** Materials provided follows **
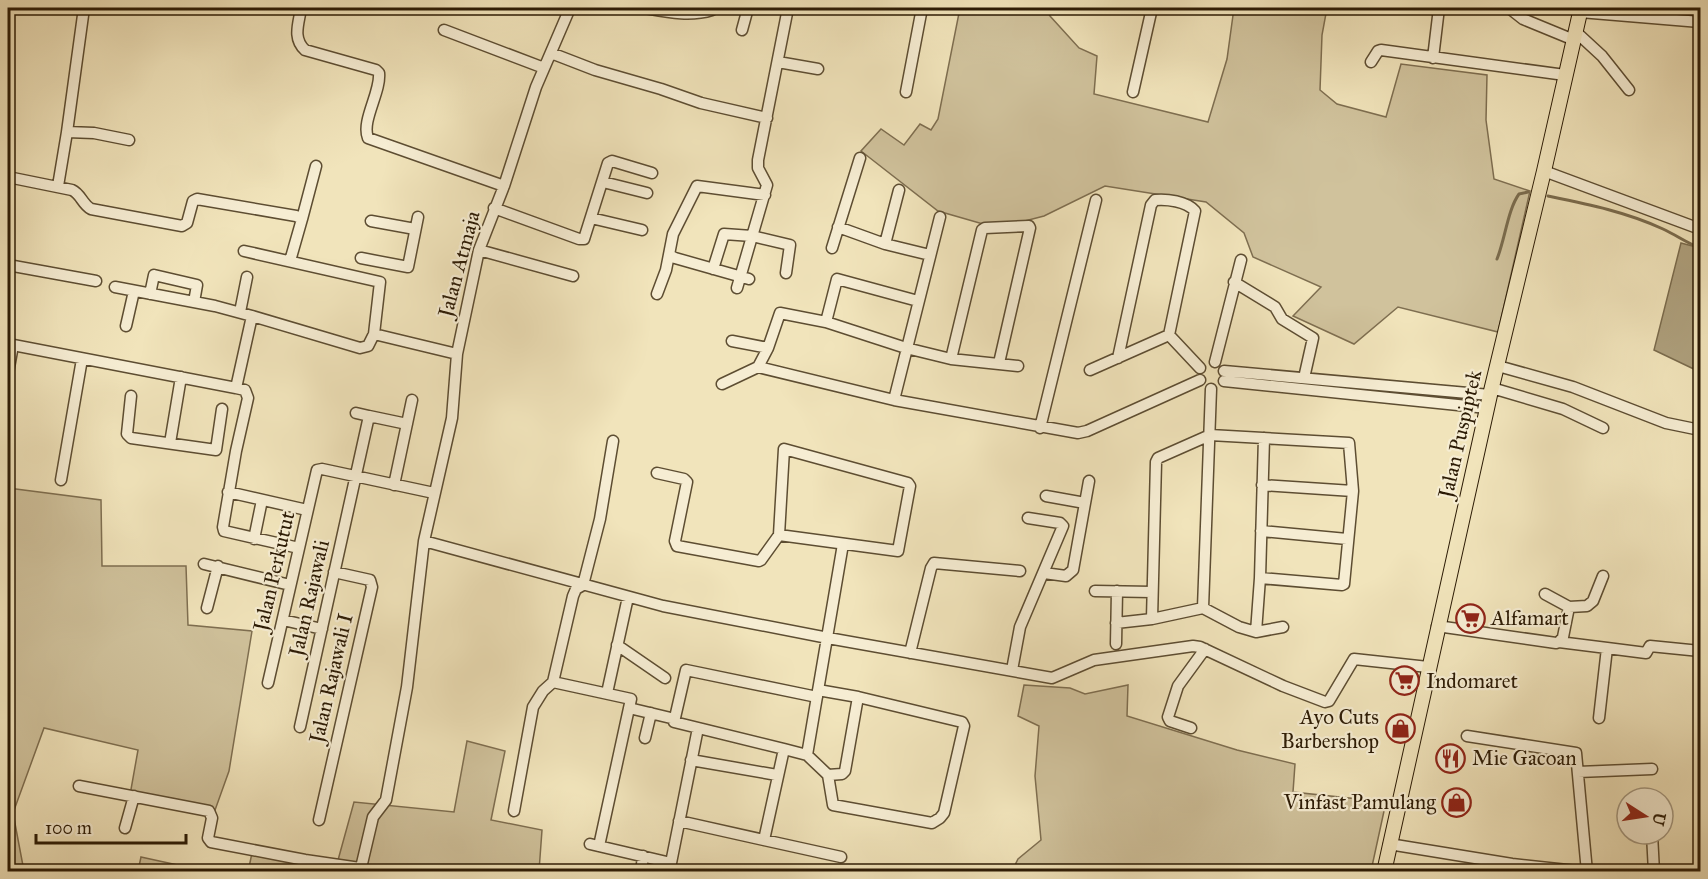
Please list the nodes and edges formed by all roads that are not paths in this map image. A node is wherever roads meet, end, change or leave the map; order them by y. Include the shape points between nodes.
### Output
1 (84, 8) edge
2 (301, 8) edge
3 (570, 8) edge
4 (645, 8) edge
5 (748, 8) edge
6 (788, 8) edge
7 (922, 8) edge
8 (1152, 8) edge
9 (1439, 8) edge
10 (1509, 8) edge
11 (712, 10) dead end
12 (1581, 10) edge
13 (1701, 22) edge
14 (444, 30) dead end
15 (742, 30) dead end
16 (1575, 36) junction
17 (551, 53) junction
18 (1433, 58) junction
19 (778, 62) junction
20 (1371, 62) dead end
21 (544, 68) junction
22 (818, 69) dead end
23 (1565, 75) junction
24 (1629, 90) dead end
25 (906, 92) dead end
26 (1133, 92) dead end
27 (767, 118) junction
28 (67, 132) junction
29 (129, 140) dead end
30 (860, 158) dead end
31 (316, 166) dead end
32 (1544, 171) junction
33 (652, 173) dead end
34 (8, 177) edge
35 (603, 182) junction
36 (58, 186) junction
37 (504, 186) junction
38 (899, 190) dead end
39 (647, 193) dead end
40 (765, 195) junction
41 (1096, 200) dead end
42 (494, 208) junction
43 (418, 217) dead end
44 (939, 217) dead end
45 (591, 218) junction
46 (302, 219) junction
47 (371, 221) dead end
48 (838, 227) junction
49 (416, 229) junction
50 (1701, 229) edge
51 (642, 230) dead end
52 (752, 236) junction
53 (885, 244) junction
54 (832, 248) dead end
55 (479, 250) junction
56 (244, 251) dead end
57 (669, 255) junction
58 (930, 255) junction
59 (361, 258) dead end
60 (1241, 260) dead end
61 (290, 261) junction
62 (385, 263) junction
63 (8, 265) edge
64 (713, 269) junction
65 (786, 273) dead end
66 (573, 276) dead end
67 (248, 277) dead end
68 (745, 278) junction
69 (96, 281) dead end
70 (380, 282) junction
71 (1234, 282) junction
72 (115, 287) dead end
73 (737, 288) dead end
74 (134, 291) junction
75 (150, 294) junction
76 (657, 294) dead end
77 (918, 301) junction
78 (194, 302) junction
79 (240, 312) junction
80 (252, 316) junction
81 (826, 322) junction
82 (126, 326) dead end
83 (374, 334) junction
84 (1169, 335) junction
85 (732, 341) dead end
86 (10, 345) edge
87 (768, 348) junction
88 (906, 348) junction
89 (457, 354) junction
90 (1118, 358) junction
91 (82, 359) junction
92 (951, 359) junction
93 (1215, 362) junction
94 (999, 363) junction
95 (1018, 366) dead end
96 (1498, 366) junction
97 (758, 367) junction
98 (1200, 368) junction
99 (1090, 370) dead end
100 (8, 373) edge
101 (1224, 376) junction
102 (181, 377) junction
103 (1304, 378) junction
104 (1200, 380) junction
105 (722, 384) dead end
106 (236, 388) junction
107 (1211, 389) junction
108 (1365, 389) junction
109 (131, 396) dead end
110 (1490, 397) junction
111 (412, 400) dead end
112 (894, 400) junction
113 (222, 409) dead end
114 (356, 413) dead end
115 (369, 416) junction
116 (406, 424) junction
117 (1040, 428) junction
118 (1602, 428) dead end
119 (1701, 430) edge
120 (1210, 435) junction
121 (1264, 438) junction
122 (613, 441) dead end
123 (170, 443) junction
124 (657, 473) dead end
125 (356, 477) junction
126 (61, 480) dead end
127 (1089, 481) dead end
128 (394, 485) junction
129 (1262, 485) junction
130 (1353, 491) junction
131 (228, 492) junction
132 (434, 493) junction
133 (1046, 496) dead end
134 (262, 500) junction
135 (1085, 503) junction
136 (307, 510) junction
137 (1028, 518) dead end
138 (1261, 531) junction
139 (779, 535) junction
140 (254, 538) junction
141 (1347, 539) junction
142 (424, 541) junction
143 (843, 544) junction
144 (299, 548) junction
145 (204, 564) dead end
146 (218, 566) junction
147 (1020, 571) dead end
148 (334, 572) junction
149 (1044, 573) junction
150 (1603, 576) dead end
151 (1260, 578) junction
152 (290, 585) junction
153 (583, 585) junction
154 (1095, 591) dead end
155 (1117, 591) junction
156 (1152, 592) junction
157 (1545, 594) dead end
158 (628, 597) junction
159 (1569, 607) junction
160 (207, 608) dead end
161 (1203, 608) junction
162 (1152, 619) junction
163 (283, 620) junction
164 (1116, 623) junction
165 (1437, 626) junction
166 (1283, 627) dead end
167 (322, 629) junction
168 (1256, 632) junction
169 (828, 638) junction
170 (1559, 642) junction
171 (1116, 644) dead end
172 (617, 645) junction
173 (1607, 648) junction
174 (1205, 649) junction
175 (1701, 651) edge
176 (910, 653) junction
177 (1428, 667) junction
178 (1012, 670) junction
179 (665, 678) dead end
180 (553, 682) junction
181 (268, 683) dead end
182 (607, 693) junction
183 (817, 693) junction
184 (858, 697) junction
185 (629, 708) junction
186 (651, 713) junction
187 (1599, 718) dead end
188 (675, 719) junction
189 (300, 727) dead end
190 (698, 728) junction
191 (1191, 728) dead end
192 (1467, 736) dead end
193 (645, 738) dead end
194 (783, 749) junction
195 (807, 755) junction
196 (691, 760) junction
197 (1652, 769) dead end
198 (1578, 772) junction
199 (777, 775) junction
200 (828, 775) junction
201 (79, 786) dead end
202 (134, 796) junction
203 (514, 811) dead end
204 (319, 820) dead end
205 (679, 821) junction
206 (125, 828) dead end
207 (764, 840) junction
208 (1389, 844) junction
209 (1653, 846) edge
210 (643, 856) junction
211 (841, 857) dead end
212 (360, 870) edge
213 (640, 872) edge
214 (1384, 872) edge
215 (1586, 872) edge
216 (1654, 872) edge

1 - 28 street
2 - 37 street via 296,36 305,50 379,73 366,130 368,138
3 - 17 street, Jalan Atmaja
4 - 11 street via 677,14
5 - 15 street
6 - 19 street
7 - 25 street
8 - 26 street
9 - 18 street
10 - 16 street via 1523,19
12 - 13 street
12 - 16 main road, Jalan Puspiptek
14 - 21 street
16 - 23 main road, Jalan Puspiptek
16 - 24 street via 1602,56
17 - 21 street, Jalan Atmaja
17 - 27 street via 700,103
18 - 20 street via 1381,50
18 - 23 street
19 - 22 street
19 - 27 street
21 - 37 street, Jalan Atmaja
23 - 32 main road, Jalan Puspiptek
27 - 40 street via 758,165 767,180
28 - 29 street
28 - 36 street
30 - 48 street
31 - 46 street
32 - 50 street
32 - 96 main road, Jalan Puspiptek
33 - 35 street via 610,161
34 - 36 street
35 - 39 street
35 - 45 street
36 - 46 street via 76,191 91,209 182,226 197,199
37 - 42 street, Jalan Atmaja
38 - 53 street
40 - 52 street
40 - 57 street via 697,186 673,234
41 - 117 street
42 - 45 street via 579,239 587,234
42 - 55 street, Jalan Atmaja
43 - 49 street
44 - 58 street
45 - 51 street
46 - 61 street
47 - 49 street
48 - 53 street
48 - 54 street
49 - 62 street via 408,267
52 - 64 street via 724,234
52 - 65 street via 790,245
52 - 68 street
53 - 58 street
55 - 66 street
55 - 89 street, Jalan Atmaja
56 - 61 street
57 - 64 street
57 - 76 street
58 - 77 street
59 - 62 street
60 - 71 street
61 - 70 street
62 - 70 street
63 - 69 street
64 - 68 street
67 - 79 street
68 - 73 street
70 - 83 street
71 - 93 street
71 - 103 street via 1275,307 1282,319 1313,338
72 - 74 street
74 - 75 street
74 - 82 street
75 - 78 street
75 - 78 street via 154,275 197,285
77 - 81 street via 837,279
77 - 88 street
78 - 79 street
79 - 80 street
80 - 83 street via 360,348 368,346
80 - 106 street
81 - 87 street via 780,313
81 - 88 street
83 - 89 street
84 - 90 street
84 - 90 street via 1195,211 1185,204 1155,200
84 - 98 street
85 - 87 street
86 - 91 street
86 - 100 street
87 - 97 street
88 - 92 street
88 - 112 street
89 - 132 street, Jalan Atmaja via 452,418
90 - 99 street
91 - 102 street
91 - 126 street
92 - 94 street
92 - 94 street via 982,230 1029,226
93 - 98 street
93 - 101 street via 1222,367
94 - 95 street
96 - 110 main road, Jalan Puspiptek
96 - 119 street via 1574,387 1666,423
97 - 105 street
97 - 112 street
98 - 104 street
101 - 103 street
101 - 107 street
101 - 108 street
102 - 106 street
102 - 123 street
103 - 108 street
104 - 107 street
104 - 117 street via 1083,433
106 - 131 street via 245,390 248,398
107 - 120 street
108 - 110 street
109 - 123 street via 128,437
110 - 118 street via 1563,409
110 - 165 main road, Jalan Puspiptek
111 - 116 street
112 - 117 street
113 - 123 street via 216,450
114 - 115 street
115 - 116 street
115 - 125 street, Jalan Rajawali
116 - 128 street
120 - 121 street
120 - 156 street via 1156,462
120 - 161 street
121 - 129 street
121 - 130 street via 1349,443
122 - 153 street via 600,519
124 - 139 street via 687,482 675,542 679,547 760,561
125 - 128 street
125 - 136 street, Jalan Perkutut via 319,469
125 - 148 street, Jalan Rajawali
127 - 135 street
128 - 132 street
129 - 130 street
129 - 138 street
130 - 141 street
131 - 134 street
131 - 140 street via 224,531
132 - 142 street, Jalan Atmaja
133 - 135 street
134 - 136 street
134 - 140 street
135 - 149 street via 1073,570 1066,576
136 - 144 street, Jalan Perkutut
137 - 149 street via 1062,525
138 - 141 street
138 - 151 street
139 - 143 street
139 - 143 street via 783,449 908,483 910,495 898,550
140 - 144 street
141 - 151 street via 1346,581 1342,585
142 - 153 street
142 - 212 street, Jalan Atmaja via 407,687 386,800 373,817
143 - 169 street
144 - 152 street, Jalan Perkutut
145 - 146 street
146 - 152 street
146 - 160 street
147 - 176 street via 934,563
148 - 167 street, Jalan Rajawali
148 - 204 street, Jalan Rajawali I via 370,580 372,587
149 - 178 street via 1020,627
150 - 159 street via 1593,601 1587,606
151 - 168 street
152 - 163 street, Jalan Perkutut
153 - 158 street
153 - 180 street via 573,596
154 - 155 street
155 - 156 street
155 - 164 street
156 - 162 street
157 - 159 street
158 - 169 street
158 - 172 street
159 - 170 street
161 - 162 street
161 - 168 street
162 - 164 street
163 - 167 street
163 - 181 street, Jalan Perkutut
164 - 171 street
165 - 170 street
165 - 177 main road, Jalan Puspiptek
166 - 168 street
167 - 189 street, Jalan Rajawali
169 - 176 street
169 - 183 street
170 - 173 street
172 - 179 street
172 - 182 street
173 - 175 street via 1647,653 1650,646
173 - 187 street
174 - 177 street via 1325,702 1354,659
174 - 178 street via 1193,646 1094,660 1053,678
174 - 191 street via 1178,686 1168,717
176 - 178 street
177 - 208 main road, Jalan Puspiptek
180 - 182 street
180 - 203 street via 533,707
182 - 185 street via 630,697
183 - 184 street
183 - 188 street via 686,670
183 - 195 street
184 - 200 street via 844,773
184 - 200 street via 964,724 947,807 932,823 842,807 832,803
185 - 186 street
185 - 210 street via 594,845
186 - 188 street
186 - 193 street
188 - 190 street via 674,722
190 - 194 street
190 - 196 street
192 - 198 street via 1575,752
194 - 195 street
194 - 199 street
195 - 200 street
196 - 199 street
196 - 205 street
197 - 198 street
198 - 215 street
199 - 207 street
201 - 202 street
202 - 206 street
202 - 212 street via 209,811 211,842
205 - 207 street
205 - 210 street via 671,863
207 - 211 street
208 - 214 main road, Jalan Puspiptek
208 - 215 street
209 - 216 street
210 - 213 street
** End of Materials provided **
■ **What the task requires**
Copy out every line of the data where the word "Puspiptek" occurs.

■ **Reply to the exercise**
12 - 16 main road, Jalan Puspiptek
16 - 23 main road, Jalan Puspiptek
23 - 32 main road, Jalan Puspiptek
32 - 96 main road, Jalan Puspiptek
96 - 110 main road, Jalan Puspiptek
110 - 165 main road, Jalan Puspiptek
165 - 177 main road, Jalan Puspiptek
177 - 208 main road, Jalan Puspiptek
208 - 214 main road, Jalan Puspiptek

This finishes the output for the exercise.